Le respondí a la anciana; enumeré toda clase de razones. En fin…, y que me preocupaba la suerte de mi amigo Álvaro.
– Lo entiendo, lo entiendo. Pero no puede estar su amigo en mejores manos - concluyó la anciana.
– Pero ¡es que lo han venido persiguiendo casi hasta la puerta de esta casa!
– Y aquí está a salvo. No se puede imaginar usted cuánto lo miman mis chiquillas.
– No sé…, me preocupa. Sobre todo cuando no está a mi vista.
– Si eso lo tranquiliza no se preocupe más. Mandaré a buscarlo.
La anciana dio un par de palmadas. En seguida apareció una rolliza mujer que al parecer venía de la cocina, en una de sus manos llevaba un enorme cuchillo carnicero.

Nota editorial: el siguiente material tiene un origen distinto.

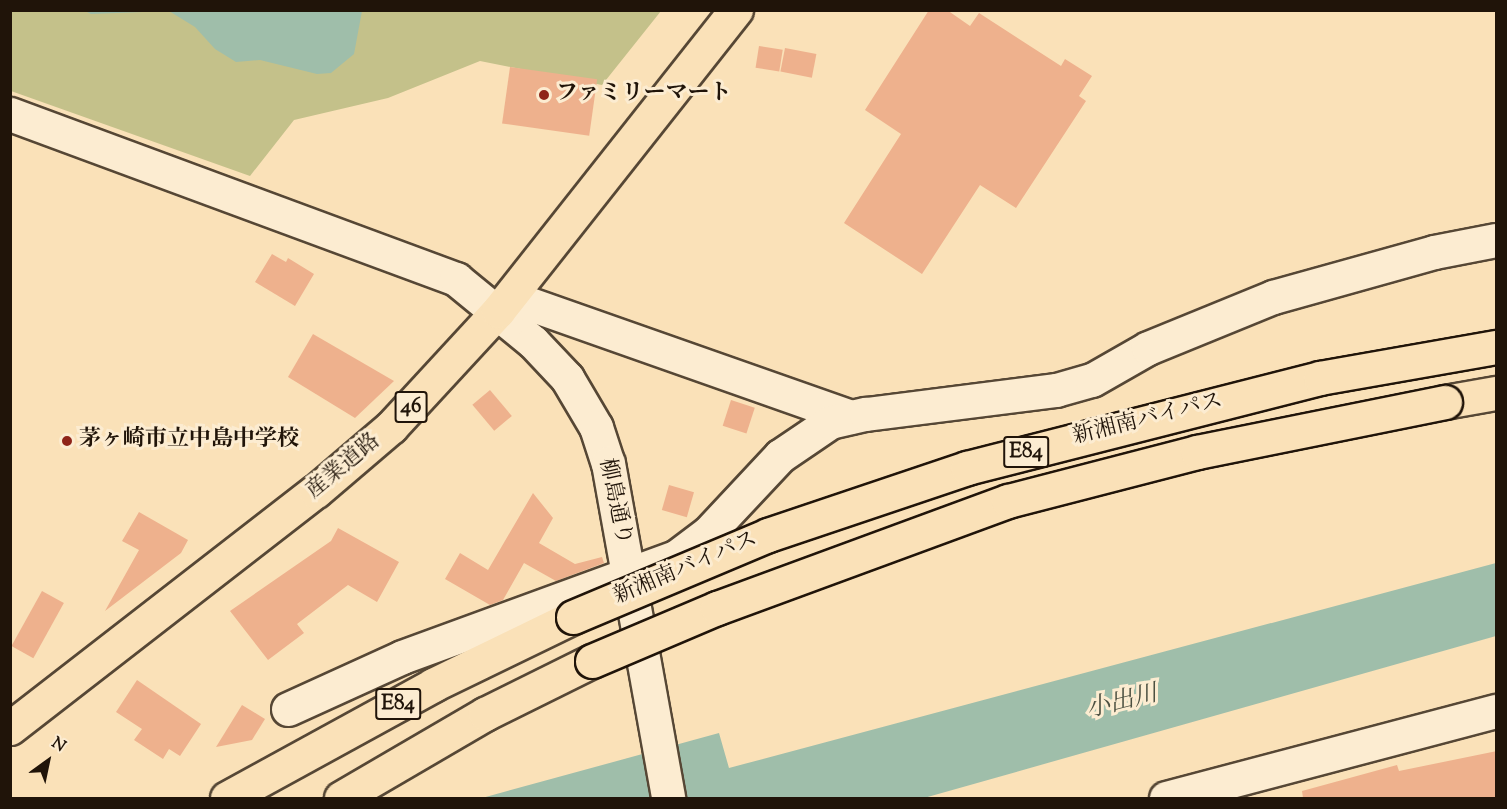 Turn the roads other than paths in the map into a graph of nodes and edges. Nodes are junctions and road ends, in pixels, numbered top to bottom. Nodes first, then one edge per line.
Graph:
1 (736, 10) edge
2 (10, 114) edge
3 (1497, 240) edge
4 (504, 304) junction
5 (1497, 346) edge
6 (1497, 393) edge
7 (850, 417) junction
8 (629, 577) junction
9 (288, 709) dead end
10 (1497, 711) edge
11 (10, 728) edge
12 (227, 798) edge
13 (340, 798) edge
14 (668, 798) edge
15 (1166, 798) edge

1 - 4 main road, 産業道路 / 46
2 - 4 street
3 - 7 street
4 - 7 street
4 - 8 street, 柳島通り
4 - 11 main road, 産業道路 / 46
5 - 12 main road, 新湘南バイパス / E84, bridge
6 - 13 main road, 新湘南バイパス / E84, bridge
7 - 8 street
8 - 9 street
8 - 14 street, 柳島通り
10 - 15 street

– Alcánzame el teléfono Pascuala.
La obediente cocinera retiró el aparato de un cajón con cerradura; cuando silenciosamente lo llevaba a la anciana, se le enredó el cable en una pierna y en la caída se le soltó un zapato; el pie cuadrado, enfundado en una sucia media deportiva, quedó exhibido; dos dedos se asomaban por un agujero.

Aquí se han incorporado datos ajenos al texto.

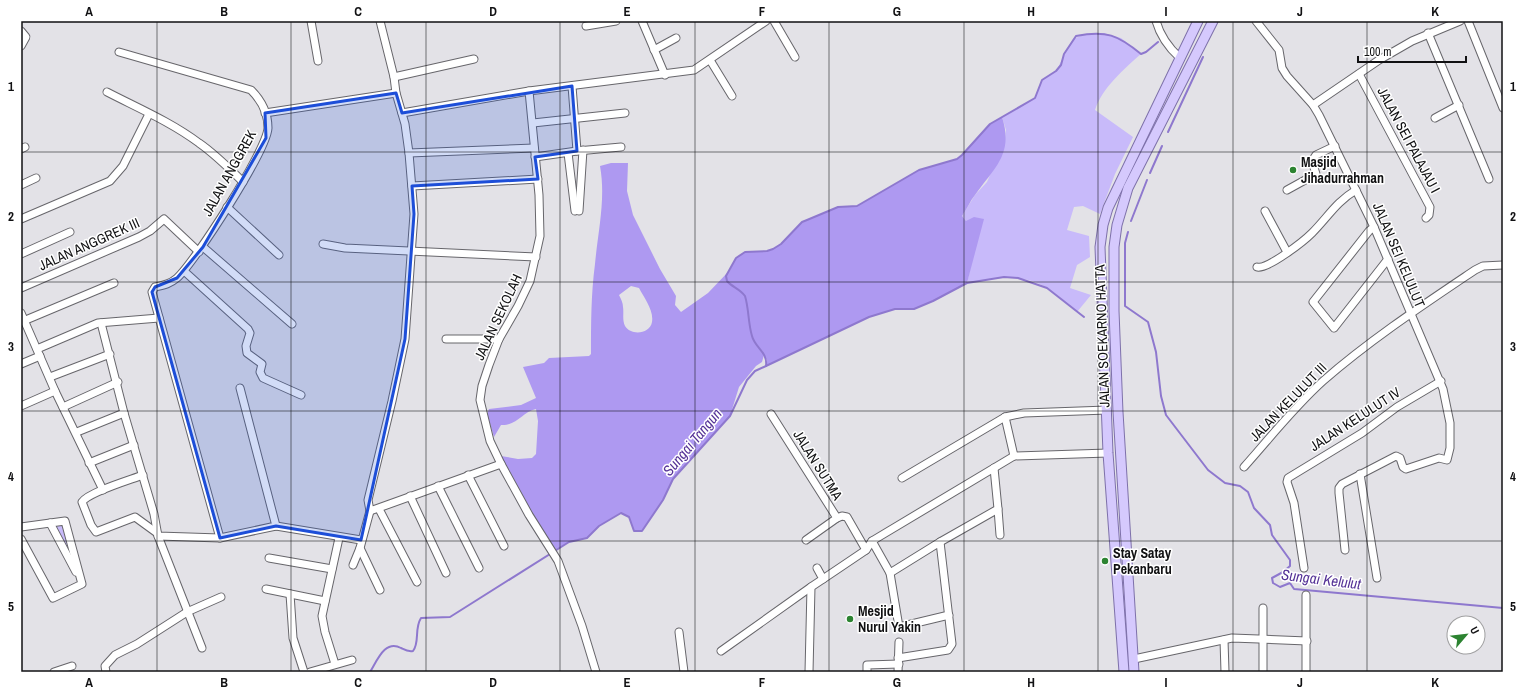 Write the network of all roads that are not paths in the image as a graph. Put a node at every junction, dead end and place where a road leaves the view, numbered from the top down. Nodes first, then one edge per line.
1 (311, 21) edge
2 (380, 21) edge
3 (616, 21) edge
4 (642, 21) edge
5 (774, 21) edge
6 (1156, 21) edge
7 (1198, 21) edge
8 (1213, 21) edge
9 (1256, 21) edge
10 (1460, 21) edge
11 (1468, 21) edge
12 (763, 22) edge
13 (586, 26) dead end
14 (21, 31) edge
15 (1428, 34) junction
16 (676, 38) dead end
17 (1189, 41) junction
18 (21, 46) edge
19 (1200, 48) junction
20 (654, 50) junction
21 (119, 52) dead end
22 (795, 58) dead end
23 (1180, 58) junction
24 (474, 60) dead end
25 (710, 60) junction
26 (318, 61) dead end
27 (1360, 74) junction
28 (665, 75) junction
29 (394, 77) junction
30 (572, 86) junction
31 (107, 92) dead end
32 (529, 92) junction
33 (396, 93) junction
34 (732, 96) dead end
35 (1313, 105) junction
36 (1459, 105) junction
37 (1503, 108) edge
38 (402, 113) junction
39 (625, 113) dead end
40 (149, 114) junction
41 (266, 114) junction
42 (1435, 118) dead end
43 (574, 119) junction
44 (533, 123) junction
45 (1335, 146) junction
46 (620, 147) dead end
47 (534, 148) junction
48 (580, 150) junction
49 (409, 153) junction
50 (568, 153) junction
51 (535, 157) junction
52 (36, 178) dead end
53 (1489, 178) dead end
54 (538, 180) junction
55 (242, 182) junction
56 (21, 185) edge
57 (412, 186) junction
58 (1287, 190) dead end
59 (1356, 190) junction
60 (227, 207) junction
61 (1265, 211) dead end
62 (1426, 218) dead end
63 (21, 219) edge
64 (1374, 227) junction
65 (70, 232) dead end
66 (323, 244) dead end
67 (201, 249) junction
68 (410, 251) junction
69 (1288, 252) junction
70 (21, 254) edge
71 (279, 255) dead end
72 (536, 257) junction
73 (1388, 259) junction
74 (1503, 265) edge
75 (1257, 267) dead end
76 (184, 271) junction
77 (114, 282) dead end
78 (21, 288) edge
79 (21, 313) edge
80 (1410, 314) junction
81 (159, 318) junction
82 (23, 322) edge
83 (102, 323) junction
84 (292, 324) dead end
85 (446, 339) dead end
86 (499, 339) junction
87 (39, 352) junction
88 (110, 354) junction
89 (21, 364) edge
90 (50, 377) junction
91 (1440, 381) junction
92 (118, 382) junction
93 (240, 388) dead end
94 (55, 391) junction
95 (301, 395) dead end
96 (21, 406) edge
97 (63, 407) junction
98 (1107, 410) junction
99 (124, 413) junction
100 (771, 414) dead end
101 (1005, 416) junction
102 (77, 432) junction
103 (134, 445) junction
104 (1108, 453) junction
105 (1014, 456) junction
106 (89, 463) junction
107 (501, 464) junction
108 (1244, 466) dead end
109 (994, 468) junction
110 (1360, 474) junction
111 (468, 475) junction
112 (143, 476) junction
113 (902, 478) dead end
114 (438, 486) junction
115 (103, 490) junction
116 (410, 496) junction
117 (379, 508) junction
118 (998, 509) junction
119 (370, 511) junction
120 (837, 518) junction
121 (50, 523) junction
122 (276, 526) junction
123 (21, 527) edge
124 (158, 535) junction
125 (1000, 535) dead end
126 (220, 538) junction
127 (339, 538) junction
128 (21, 540) edge
129 (361, 540) junction
130 (806, 540) dead end
131 (872, 541) junction
132 (940, 542) junction
133 (504, 546) dead end
134 (360, 548) junction
135 (866, 550) junction
136 (1345, 550) dead end
137 (269, 558) dead end
138 (1128, 560) junction
139 (1115, 562) junction
140 (353, 565) dead end
141 (479, 568) dead end
142 (817, 568) dead end
143 (1304, 568) dead end
144 (332, 569) junction
145 (446, 573) dead end
146 (890, 573) junction
147 (1377, 578) dead end
148 (823, 579) junction
149 (417, 582) dead end
150 (82, 584) junction
151 (811, 587) junction
152 (266, 589) dead end
153 (380, 590) dead end
154 (290, 594) junction
155 (1306, 595) dead end
156 (221, 598) dead end
157 (326, 601) junction
158 (1262, 608) dead end
159 (187, 612) junction
160 (949, 615) junction
161 (679, 632) dead end
162 (1263, 638) junction
163 (1224, 640) junction
164 (1307, 641) junction
165 (899, 642) dead end
166 (202, 648) dead end
167 (721, 651) dead end
168 (1134, 659) junction
169 (352, 660) dead end
170 (335, 664) junction
171 (898, 665) edge
172 (72, 666) dead end
173 (54, 672) edge
174 (106, 672) edge
175 (304, 672) edge
176 (310, 672) edge
177 (596, 672) edge
178 (684, 672) edge
179 (809, 672) edge
180 (867, 672) edge
181 (1124, 672) edge
182 (1134, 672) edge
183 (1225, 672) edge
184 (1263, 672) edge
185 (1306, 672) edge

1 - 26 street
2 - 29 street
3 - 13 street
4 - 20 street
5 - 22 street
6 - 23 street
7 - 17 main road, JALAN SOEKARNO HATTA
8 - 19 main road, JALAN SOEKARNO HATTA
9 - 35 street, JALAN SEI KELULUT
10 - 15 street
11 - 37 street
12 - 25 street
14 - 18 street
15 - 27 street
15 - 36 street
16 - 20 street
17 - 19 main road
17 - 23 main road, JALAN SOEKARNO HATTA
19 - 138 main road, JALAN SOEKARNO HATTA
20 - 28 street
21 - 41 street
23 - 98 main road, JALAN SOEKARNO HATTA
24 - 29 street
25 - 28 street
25 - 34 street
27 - 35 street
27 - 62 street, JALAN SEI PALAJAU I
28 - 30 street
29 - 33 street
30 - 32 street
30 - 43 street
31 - 40 street
32 - 38 street
32 - 44 street, JALAN SEKOLAH
33 - 38 street
33 - 41 street
35 - 45 street, JALAN SEI KELULUT
36 - 42 street
36 - 53 street
38 - 49 street
39 - 43 street
40 - 55 street
40 - 63 street
41 - 55 street, JALAN ANGGREK
43 - 44 street
43 - 48 street
44 - 47 street, JALAN SEKOLAH
45 - 58 street
45 - 59 street, JALAN SEI KELULUT
46 - 48 street
47 - 49 street
47 - 51 street, JALAN SEKOLAH
48 - 50 street
48 - 50 street
49 - 57 street
50 - 51 street
51 - 54 street, JALAN SEKOLAH
52 - 56 street
54 - 57 street
54 - 72 street, JALAN SEKOLAH
55 - 60 street, JALAN ANGGREK
57 - 68 street
59 - 64 street, JALAN SEI KELULUT
59 - 69 street
60 - 67 street, JALAN ANGGREK
60 - 71 street
61 - 69 street
64 - 73 street, JALAN SEI KELULUT
64 - 73 street
65 - 70 street
66 - 68 street
67 - 76 street, JALAN ANGGREK
67 - 78 street, JALAN ANGGREK III
67 - 84 street
68 - 72 street
68 - 119 street
69 - 75 street
72 - 86 street, JALAN SEKOLAH
73 - 80 street, JALAN SEI KELULUT
74 - 80 street, JALAN KELULUT III
76 - 81 street, JALAN ANGGREK
76 - 95 street
77 - 82 street
79 - 82 street
80 - 91 street, JALAN SEI KELULUT
80 - 108 street, JALAN KELULUT III
81 - 83 street
81 - 126 street
82 - 87 street
83 - 87 street
83 - 88 street
85 - 86 street
86 - 107 street, JALAN SEKOLAH
87 - 89 street
87 - 90 street
88 - 90 street
88 - 92 street
90 - 94 street
91 - 110 street, JALAN SEI KELULUT
91 - 143 street, JALAN KELULUT IV
92 - 97 street
92 - 99 street
93 - 122 street
94 - 96 street
94 - 97 street
97 - 102 street
98 - 101 street
98 - 104 main road, JALAN SOEKARNO HATTA
99 - 102 street
99 - 103 street
100 - 120 street, JALAN SUTMA
101 - 105 street
101 - 113 street
102 - 106 street
103 - 106 street
103 - 112 street
104 - 105 street
104 - 139 main road, JALAN SOEKARNO HATTA
105 - 109 street
106 - 115 street
107 - 111 street
107 - 177 street, JALAN SEKOLAH
109 - 118 street
109 - 131 street
110 - 136 street
110 - 147 street
111 - 114 street
111 - 133 street
112 - 115 street
112 - 124 street
114 - 116 street
114 - 141 street
115 - 124 street
116 - 117 street
116 - 145 street
117 - 119 street
117 - 149 street
118 - 125 street
118 - 132 street
119 - 129 street
120 - 130 street, JALAN SUTMA
120 - 135 street
121 - 123 street
121 - 150 street
121 - 150 street
122 - 126 street
122 - 127 street
124 - 126 street
124 - 159 street
127 - 129 street
127 - 144 street
128 - 150 street
129 - 134 street
131 - 135 street
131 - 146 street
132 - 146 street
132 - 160 street
134 - 140 street
134 - 153 street
135 - 148 street
137 - 144 street
138 - 139 main road
138 - 168 main road, JALAN SOEKARNO HATTA
139 - 181 main road, JALAN SOEKARNO HATTA
142 - 148 street
144 - 157 street
146 - 160 street
148 - 151 street
151 - 167 street
151 - 179 street
152 - 154 street
154 - 157 street
154 - 175 street
155 - 164 street
156 - 159 street
157 - 170 street
158 - 162 street
159 - 166 street
159 - 174 street
160 - 171 street
161 - 178 street
162 - 163 street
162 - 164 street
162 - 184 street
163 - 168 street
163 - 183 street
164 - 185 street
165 - 171 street
168 - 182 main road, JALAN SOEKARNO HATTA
169 - 170 street
170 - 176 street
171 - 180 street
172 - 173 street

– ¡Aló! ¿Quién es? ¡Ah, tu niiiña! Bajen a Álvaro en seguida. Su amigo se está poniendo nervioso… Sí sé que está bien cuidado… No importa… Su amigo quiere… ¡Que no vaya a salir por la escalera del fondo! Es muy porfiado ese chiquillo. Si no quiere bajar, ustedes saben… ¡bajen ahora!… Eso es todo.
– Me interesó su tejido de lana amarilla - dije para llenar el silencio.
– Es para cubrir el sofá. Su tapizado es un asco. ¡Es como sentarse en los resortes!
En ese momento, un gran bullicio llegaba desde la escalera. Las carcajadas se mezclaban con breves gritos formando un creciente alboroto. Aquellas entusiastas señoritas, en su felicidad infinita, casi traían en andas a mi amigo, envuelto como una momia multicolor. Por un momento pensé que tal alboroto podría ocasionar la caída de aquel grupo parlanchín.Hablaban todas al mismo tiempo:
– ¡Aquí se lo traemos, mami!
– Como usted lo pidió, mami.
– No puede escaparse, mami.
– Esta muy seguro, mami.
– Para que no se vaya lo hemos atado mami.
– Sí. ¡Ja, ja! Para que no se vaya más le pusimos una soga al cuello, mami.
– ¡Álvaro ya es nuestro mami!
Por fin pisaron la alfombra. El comportamiento irresponsable de las jóvenes afectaba mis nervios. Todo terminó en un unánime grito de espanto. Álvaro, después de algunos pasos desiguales se había desplomado. Al acercarme pude comprobar, por la cara tumefacta y violácea de mi amigo, que sus admiradoras – sin pretenderlo, por supuesto – lo habían ahorcado, como consecuencia de su excesivo entusiasmo.Mientras huía de aquel lugar, con una extraña mezcla de confusión y excitación, pude comprenderlo, ellas también eran agentes y ahora era a mí a quien buscaban.



Felipe Reyes.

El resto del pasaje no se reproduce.